Costa Rica’s legal structure for protecting intellectual property rights (IPR) is quite strong, but enforcement is sporadic and does not always get the attention and resources required to be effective.  As a result, infringement of IPRs is relatively common in both physical and online markets. Costa Rica is a signatory of many major international agreements and conventions regarding intellectual property.  Building on the existent regulatory and legal framework, CAFTA-DR required Costa Rica to further strengthen and clarify its IPR regime, with several new IPR laws added to the books in 2008.  Prior to that, the GATT agreement on Trade Related Aspects of Intellectual Property (TRIPS) took effect in Costa Rica on January 1, 2000.  Costa Rica in 2002 ratified the World Intellectual Property Organization (WIPO) internet treaties pertaining to Performances and Phonograms (WPPT) and Copyright (WCT).

The Ministry of Foreign Trade (COMEX) and Costa Rica’s National Registry agreed in 2017 to amend the country’s treatment of geographic indicators (GI) to require that any GI identify a generic term in a compound name.  On February 27, 2019, through Executive Decree 41572-JP-COMEX, Costa Rica’s updated GI decree entered into force.

Online piracy is another major concern for the country with poor enforcement of online IPR infractions and lengthy notice and takedown procedures.  On February 8, 2019, Costa Rica passed and published in La Gaceta, Executive Decree #41557-COMEX-JP with modifications to the existing regulation on Internet Service Providers -ISP’s- (Executive Decree #36880-COMEX-JP) that significantly shorten the 45 days previously allowed for notice and takedown of pirated online content.  Amendments of Articles 12 and 13 of the regulation effectively create an expeditious safe harbor system for ISP’s in Costa Rica without requiring new legislation or changes to the General Law of Public Administration.

During 2018, the Registry of Industrial Property implemented a series of tools to support the services provided by the Patent Office.  As of December 3, 2018, the Patent Office began accepting electronic filing of international applications through ePCT-filing. Since 2016, Costa Rica has been a member of the Cooperation Systems on Aspects of Operational Information and Industrial Property (PROSUR), and as part of its activities has implemented a pilot program of Accelerated Patent Procedure, PPH by its acronym in Spanish.

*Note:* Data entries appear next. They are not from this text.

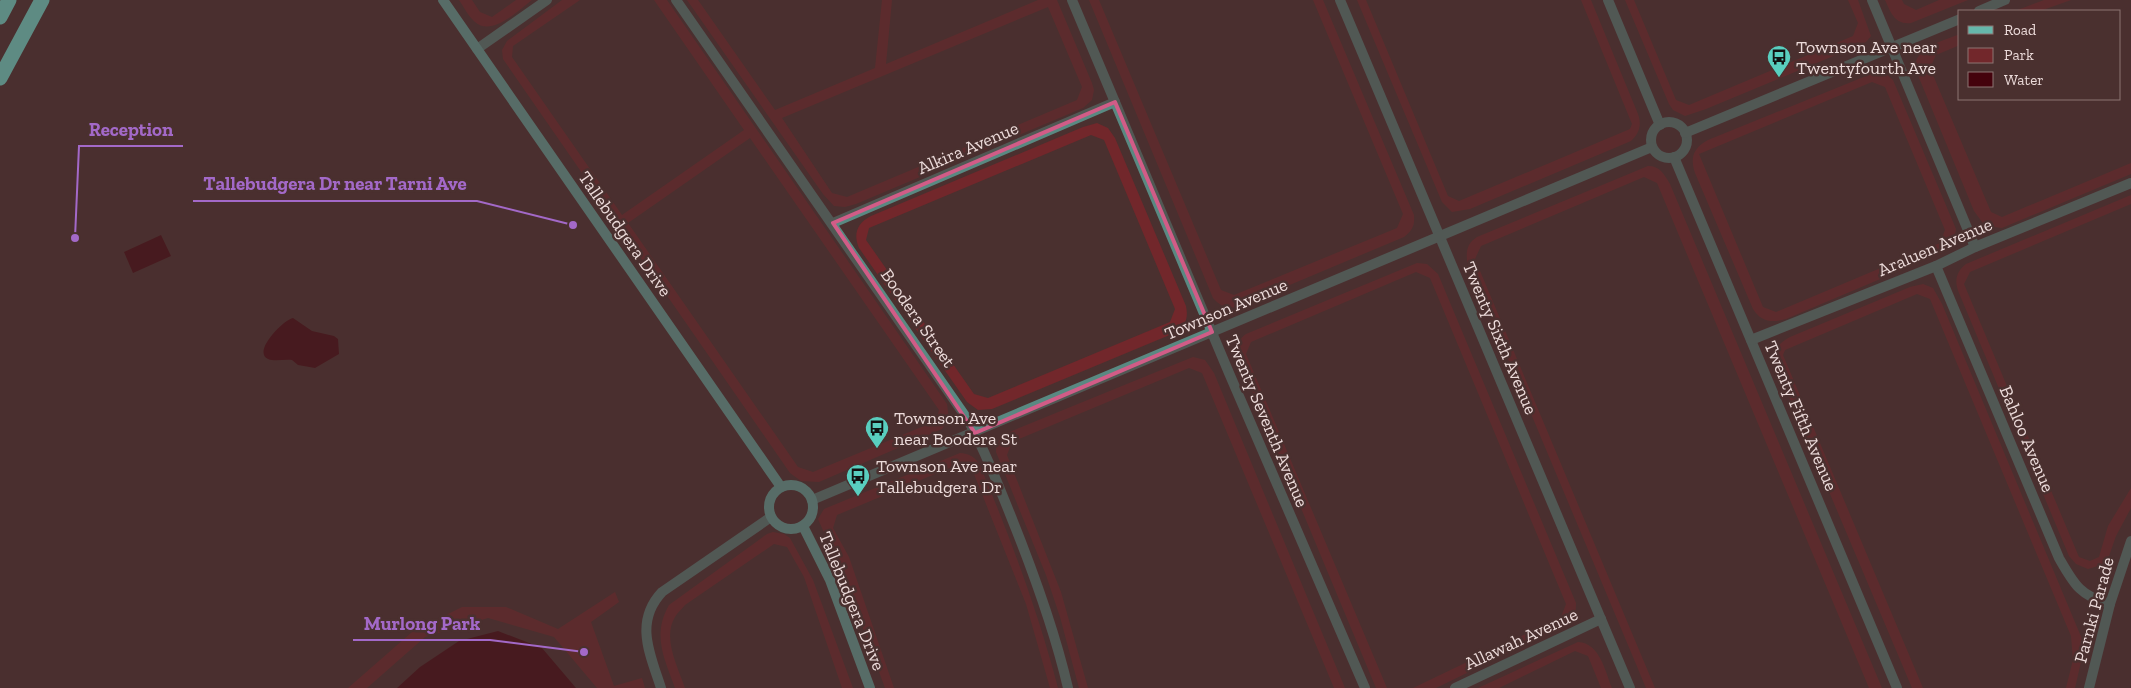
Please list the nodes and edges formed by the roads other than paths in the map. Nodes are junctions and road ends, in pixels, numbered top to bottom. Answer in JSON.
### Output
{"nodes":[{"id":1,"x":9,"y":0,"type":"edge"},
{"id":2,"x":42,"y":0,"type":"edge"},
{"id":3,"x":443,"y":0,"type":"edge"},
{"id":4,"x":547,"y":0,"type":"edge"},
{"id":5,"x":676,"y":0,"type":"edge"},
{"id":6,"x":1072,"y":0,"type":"edge"},
{"id":7,"x":1340,"y":0,"type":"edge"},
{"id":8,"x":1608,"y":0,"type":"edge"},
{"id":9,"x":1872,"y":0,"type":"edge"},
{"id":10,"x":2005,"y":0,"type":"edge"},
{"id":11,"x":1981,"y":10,"type":"edge"},
{"id":12,"x":0,"y":17,"type":"edge"},
{"id":13,"x":1958,"y":21,"type":"edge"},
{"id":14,"x":477,"y":49,"type":"junction"},
{"id":15,"x":1892,"y":49,"type":"junction"},
{"id":16,"x":0,"y":78,"type":"edge"},
{"id":17,"x":1115,"y":102,"type":"junction"},
{"id":18,"x":1660,"y":124,"type":"junction"},
{"id":19,"x":1685,"y":133,"type":"junction"},
{"id":20,"x":1652,"y":148,"type":"junction"},
{"id":21,"x":1674,"y":157,"type":"junction"},
{"id":22,"x":2131,"y":182,"type":"edge"},
{"id":23,"x":833,"y":223,"type":"junction"},
{"id":24,"x":1439,"y":236,"type":"junction"},
{"id":25,"x":1975,"y":247,"type":"junction"},
{"id":26,"x":1936,"y":266,"type":"junction"},
{"id":27,"x":1212,"y":332,"type":"junction"},
{"id":28,"x":1751,"y":340,"type":"junction"},
{"id":29,"x":975,"y":432,"type":"junction"},
{"id":30,"x":781,"y":487,"type":"junction"},
{"id":31,"x":812,"y":500,"type":"junction"},
{"id":32,"x":771,"y":517,"type":"junction"},
{"id":33,"x":803,"y":526,"type":"junction"},
{"id":34,"x":2131,"y":541,"type":"edge"},
{"id":35,"x":2110,"y":604,"type":"junction"},
{"id":36,"x":1601,"y":619,"type":"junction"},
{"id":37,"x":661,"y":688,"type":"edge"},
{"id":38,"x":870,"y":688,"type":"edge"},
{"id":39,"x":1068,"y":688,"type":"edge"},
{"id":40,"x":1365,"y":688,"type":"edge"},
{"id":41,"x":1454,"y":688,"type":"edge"},
{"id":42,"x":1630,"y":688,"type":"edge"},
{"id":43,"x":1897,"y":688,"type":"edge"},
{"id":44,"x":2089,"y":688,"type":"edge"}],
"edges":[{"from":1,"to":12,"type":"highway"},
{"from":2,"to":16,"type":"highway"},
{"from":3,"to":14,"type":"street","name":"Tallebudgera Drive"},
{"from":4,"to":14,"type":"street"},
{"from":5,"to":23,"type":"street","name":"Boodera Street"},
{"from":6,"to":17,"type":"street","name":"Twenty Seventh Avenue"},
{"from":7,"to":24,"type":"street","name":"Twenty Sixth Avenue"},
{"from":8,"to":18,"type":"street"},
{"from":9,"to":15,"type":"street"},
{"from":10,"to":11,"type":"street"},
{"from":13,"to":15,"type":"street"},
{"from":14,"to":30,"type":"street","name":"Tallebudgera Drive"},
{"from":15,"to":19,"type":"street"},
{"from":15,"to":25,"type":"street"},
{"from":17,"to":23,"type":"street","name":"Alkira Avenue"},
{"from":17,"to":27,"type":"street","name":"Twenty Seventh Avenue"},
{"from":18,"to":19,"type":"street"},
{"from":18,"to":20,"type":"street"},
{"from":19,"to":21,"type":"street"},
{"from":20,"to":21,"type":"street"},
{"from":20,"to":24,"type":"street","name":"Townson Avenue"},
{"from":21,"to":28,"type":"street","name":"Twenty Fifth Avenue"},
{"from":22,"to":25,"type":"street","name":"Araluen Avenue"},
{"from":23,"to":29,"type":"street","name":"Boodera Street"},
{"from":24,"to":27,"type":"street","name":"Townson Avenue"},
{"from":24,"to":36,"type":"street","name":"Twenty Sixth Avenue"},
{"from":25,"to":26,"type":"street","name":"Araluen Avenue"},
{"from":26,"to":28,"type":"street","name":"Araluen Avenue"},
{"from":26,"to":35,"type":"street","name":"Bahloo Avenue"},
{"from":27,"to":29,"type":"street","name":"Townson Avenue"},
{"from":27,"to":40,"type":"street","name":"Twenty Seventh Avenue"},
{"from":28,"to":43,"type":"street","name":"Twenty Fifth Avenue"},
{"from":29,"to":31,"type":"street","name":"Townson Avenue"},
{"from":29,"to":39,"type":"street","name":"Boodera Street"},
{"from":30,"to":31,"type":"street"},
{"from":30,"to":32,"type":"street"},
{"from":31,"to":33,"type":"street"},
{"from":32,"to":33,"type":"street"},
{"from":32,"to":37,"type":"street"},
{"from":33,"to":38,"type":"street","name":"Tallebudgera Drive"},
{"from":34,"to":35,"type":"street","name":"Parnki Parade"},
{"from":35,"to":44,"type":"street","name":"Parnki Parade"},
{"from":36,"to":41,"type":"street","name":"Allawah Avenue"},
{"from":36,"to":42,"type":"street","name":"Twenty Sixth Avenue"}]}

While Costa Rica is not listed in the Notorious Market Report, it is and has been listed in the USTR’s Special 301 Watch List since 1995.  However, the 2018 Special 301 Report noted that Costa Rica has taken steps to increase intragovernment coordination on IP matters resulting in a significant increase in the number of criminal investigations and prosecutions. The Costa Rican government does not release official statistics on the seizure of counterfeit goods, but the Chamber of Commerce compiles the following from Costa Rican government sources: http://observatorio.co.cr/.  Costa Rica’s Economic Crimes Prosecutor investigated 75 cases as of September 2018, on pace for a similar number to the 99 cases investigated in 2017. As in years past, prosecutors ultimately dismissed a number of cases due to lack of interest, collaboration, and follow-up by the representatives of trademark rights holders.  The Costa Rican government continues to publish statistics on IPR criminal enforcement at http://www.comex.go.cr/estad percentC3 percentADsticas-y-estudios/otras-estad percentC3 percentADsticas/  .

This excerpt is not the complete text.